* **Supplied records**
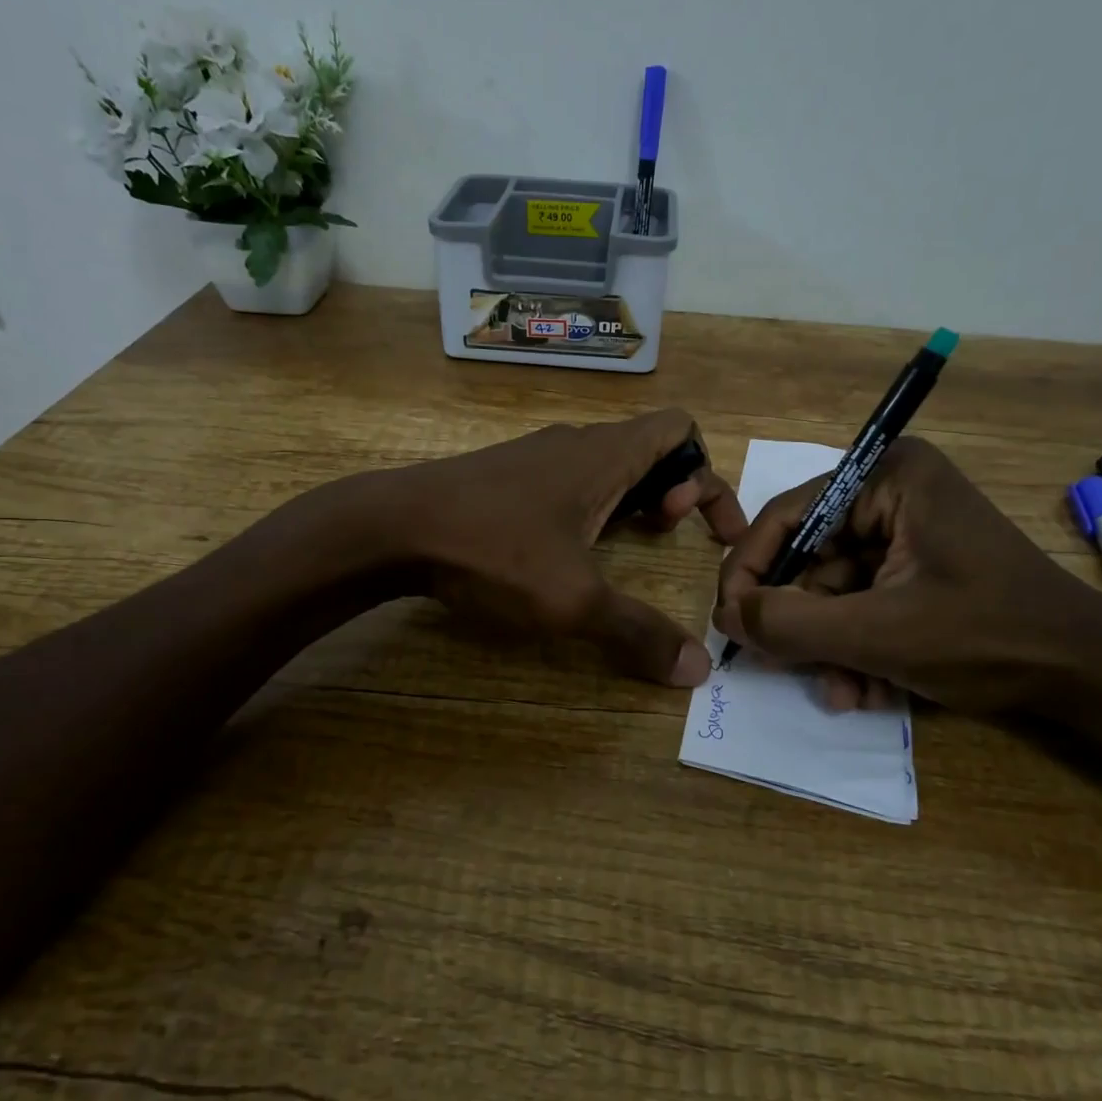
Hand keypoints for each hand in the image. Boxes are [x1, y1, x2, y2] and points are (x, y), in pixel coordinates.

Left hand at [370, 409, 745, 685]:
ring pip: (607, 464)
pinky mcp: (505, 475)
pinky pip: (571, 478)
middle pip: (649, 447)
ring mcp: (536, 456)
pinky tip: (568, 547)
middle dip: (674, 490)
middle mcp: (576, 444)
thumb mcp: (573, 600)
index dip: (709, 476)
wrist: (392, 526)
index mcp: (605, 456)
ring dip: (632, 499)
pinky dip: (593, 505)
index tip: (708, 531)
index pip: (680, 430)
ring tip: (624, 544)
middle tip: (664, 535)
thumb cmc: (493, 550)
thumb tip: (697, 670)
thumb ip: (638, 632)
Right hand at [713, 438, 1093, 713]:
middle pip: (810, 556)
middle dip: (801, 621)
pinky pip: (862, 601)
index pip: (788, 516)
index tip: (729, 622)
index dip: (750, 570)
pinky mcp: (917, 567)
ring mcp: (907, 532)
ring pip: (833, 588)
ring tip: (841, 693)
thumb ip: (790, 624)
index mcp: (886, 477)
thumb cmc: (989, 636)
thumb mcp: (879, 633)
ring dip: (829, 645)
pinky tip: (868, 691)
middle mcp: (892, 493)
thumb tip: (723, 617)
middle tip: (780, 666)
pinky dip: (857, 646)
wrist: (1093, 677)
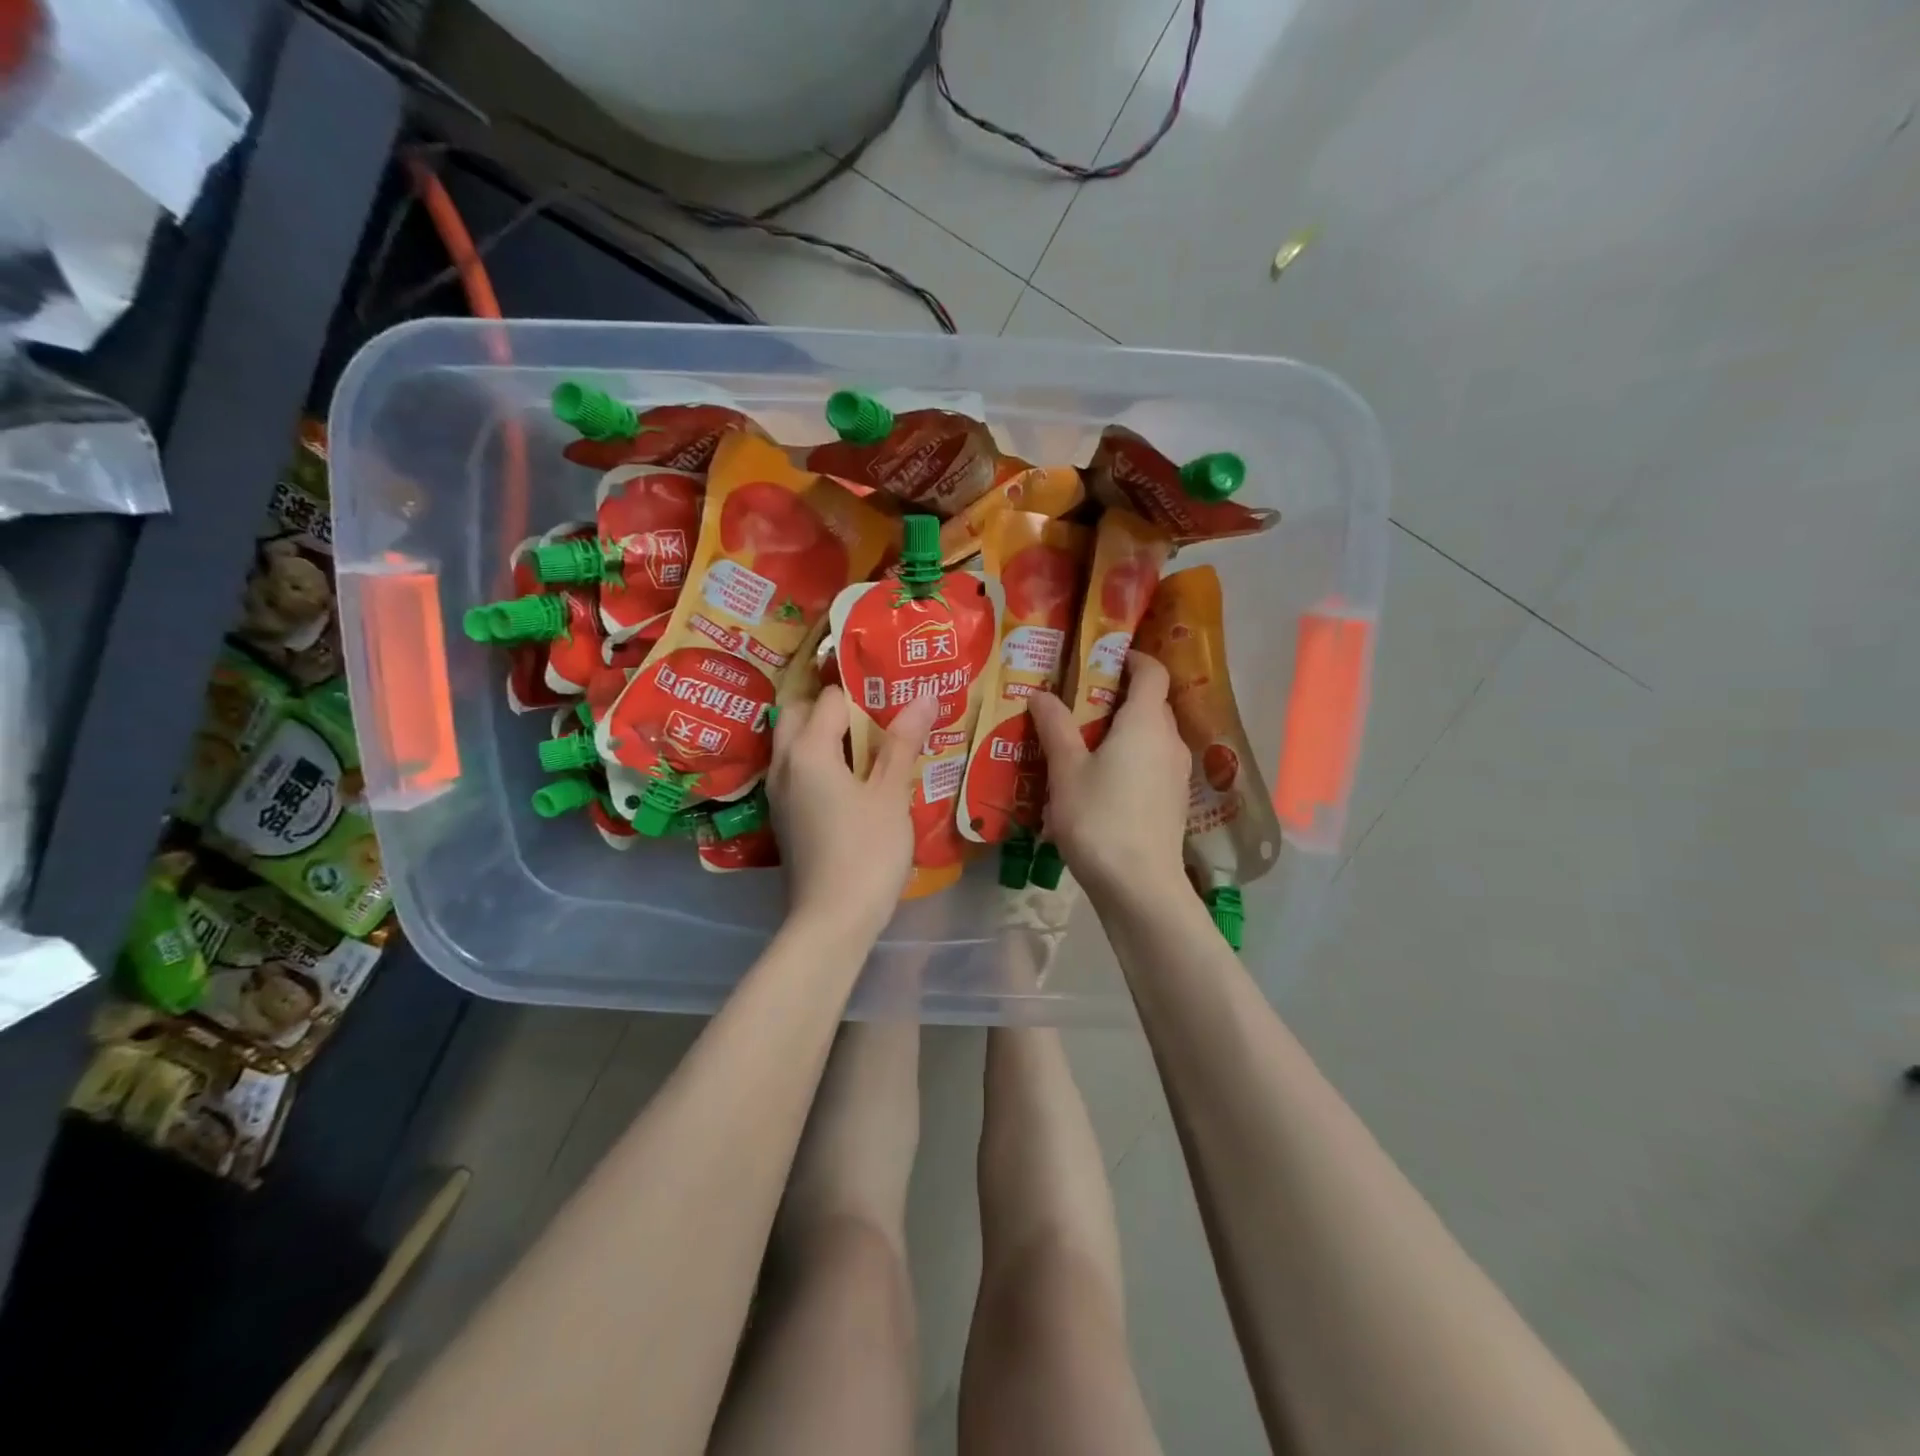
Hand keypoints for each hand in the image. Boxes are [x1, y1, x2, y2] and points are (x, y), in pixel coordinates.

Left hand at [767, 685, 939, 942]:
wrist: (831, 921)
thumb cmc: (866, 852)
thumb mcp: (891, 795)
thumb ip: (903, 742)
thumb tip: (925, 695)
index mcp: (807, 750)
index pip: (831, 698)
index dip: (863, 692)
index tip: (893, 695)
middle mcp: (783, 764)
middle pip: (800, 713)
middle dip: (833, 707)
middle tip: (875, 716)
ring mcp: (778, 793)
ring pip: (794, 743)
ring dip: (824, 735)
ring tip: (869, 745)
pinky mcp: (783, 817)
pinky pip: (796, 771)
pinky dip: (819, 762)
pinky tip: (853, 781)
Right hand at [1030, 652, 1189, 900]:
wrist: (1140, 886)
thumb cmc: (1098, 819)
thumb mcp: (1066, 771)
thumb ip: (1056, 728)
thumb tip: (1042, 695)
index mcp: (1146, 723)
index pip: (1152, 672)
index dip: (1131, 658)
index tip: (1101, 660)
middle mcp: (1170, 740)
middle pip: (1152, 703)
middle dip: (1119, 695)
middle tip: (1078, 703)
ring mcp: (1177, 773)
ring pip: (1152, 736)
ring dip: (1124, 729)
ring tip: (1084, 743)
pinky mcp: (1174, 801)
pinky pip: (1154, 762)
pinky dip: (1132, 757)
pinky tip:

* **What is expected**
Print the material in full and exactly, minus the pictures.

* **Response area**
Hand keypoints for each hand in the image. Boxes are [x1, y1, x2, y2] and points are (x, y), in pixel coordinates.

Left hand at [370, 409, 745, 685]:
ring pip: (607, 464)
pinky mcp: (505, 475)
pinky pip: (571, 478)
middle pip: (649, 447)
ring mcp: (536, 456)
pinky tip: (568, 547)
middle dip: (674, 490)
middle mcp: (576, 444)
thumb mcp: (573, 600)
index dip: (709, 476)
wrist: (392, 526)
index mcp: (605, 456)
ring dip: (632, 499)
pinky dip: (593, 505)
index tip: (708, 531)
index pip: (680, 430)
ring tip: (624, 544)
middle tip: (664, 535)
thumb cmc: (493, 550)
thumb tip: (697, 670)
thumb ip: (638, 632)
Right hand at [713, 438, 1093, 713]:
middle pip: (810, 556)
middle dip: (801, 621)
pinky pip: (862, 601)
index pip: (788, 516)
index tip: (729, 622)
index dip: (750, 570)
pinky mcp: (917, 567)
ring mcp: (907, 532)
ring pip: (833, 588)
ring tip: (841, 693)
thumb ip: (790, 624)
index mcp: (886, 477)
thumb cmc: (989, 636)
thumb mcp: (879, 633)
ring dip: (829, 645)
pinky tip: (868, 691)
middle mcp: (892, 493)
thumb tip: (723, 617)
middle tip: (780, 666)
pinky dip: (857, 646)
wrist: (1093, 677)
Hand keypoints for each hand in the image. Boxes are [x1, y1, x2, y2] and points are (x, y), in pixel coordinates.

Left hand at [767, 685, 939, 942]:
wrist: (831, 921)
thumb cmc: (866, 852)
thumb mcp: (891, 795)
thumb ip: (903, 742)
thumb tip: (925, 695)
index mcp: (807, 750)
index pip: (831, 698)
index dip: (863, 692)
index tip: (893, 695)
middle mcp: (783, 764)
middle pip: (800, 713)
middle dip: (833, 707)
middle tip: (875, 716)
ring mcp: (778, 793)
ring pip: (794, 743)
ring dip: (824, 735)
ring tip: (869, 745)
pinky mcp: (783, 817)
pinky pip: (796, 771)
pinky dip: (819, 762)
pinky tip: (853, 781)
Right hand at [1030, 652, 1189, 900]:
wrist: (1140, 886)
thumb cmc: (1098, 819)
thumb mcp: (1066, 771)
thumb ip: (1056, 728)
thumb tip: (1042, 695)
index mcp: (1146, 723)
index pip: (1152, 672)
index dip: (1131, 658)
index tip: (1101, 660)
middle mcp: (1170, 740)
middle pip: (1152, 703)
middle dip: (1119, 695)
middle tip: (1078, 703)
ring mcp: (1177, 773)
ring pip: (1152, 736)
ring dip: (1124, 729)
ring tip: (1084, 743)
pinky mcp: (1174, 801)
pinky pip: (1154, 762)
pinky dip: (1132, 757)
pinky tip:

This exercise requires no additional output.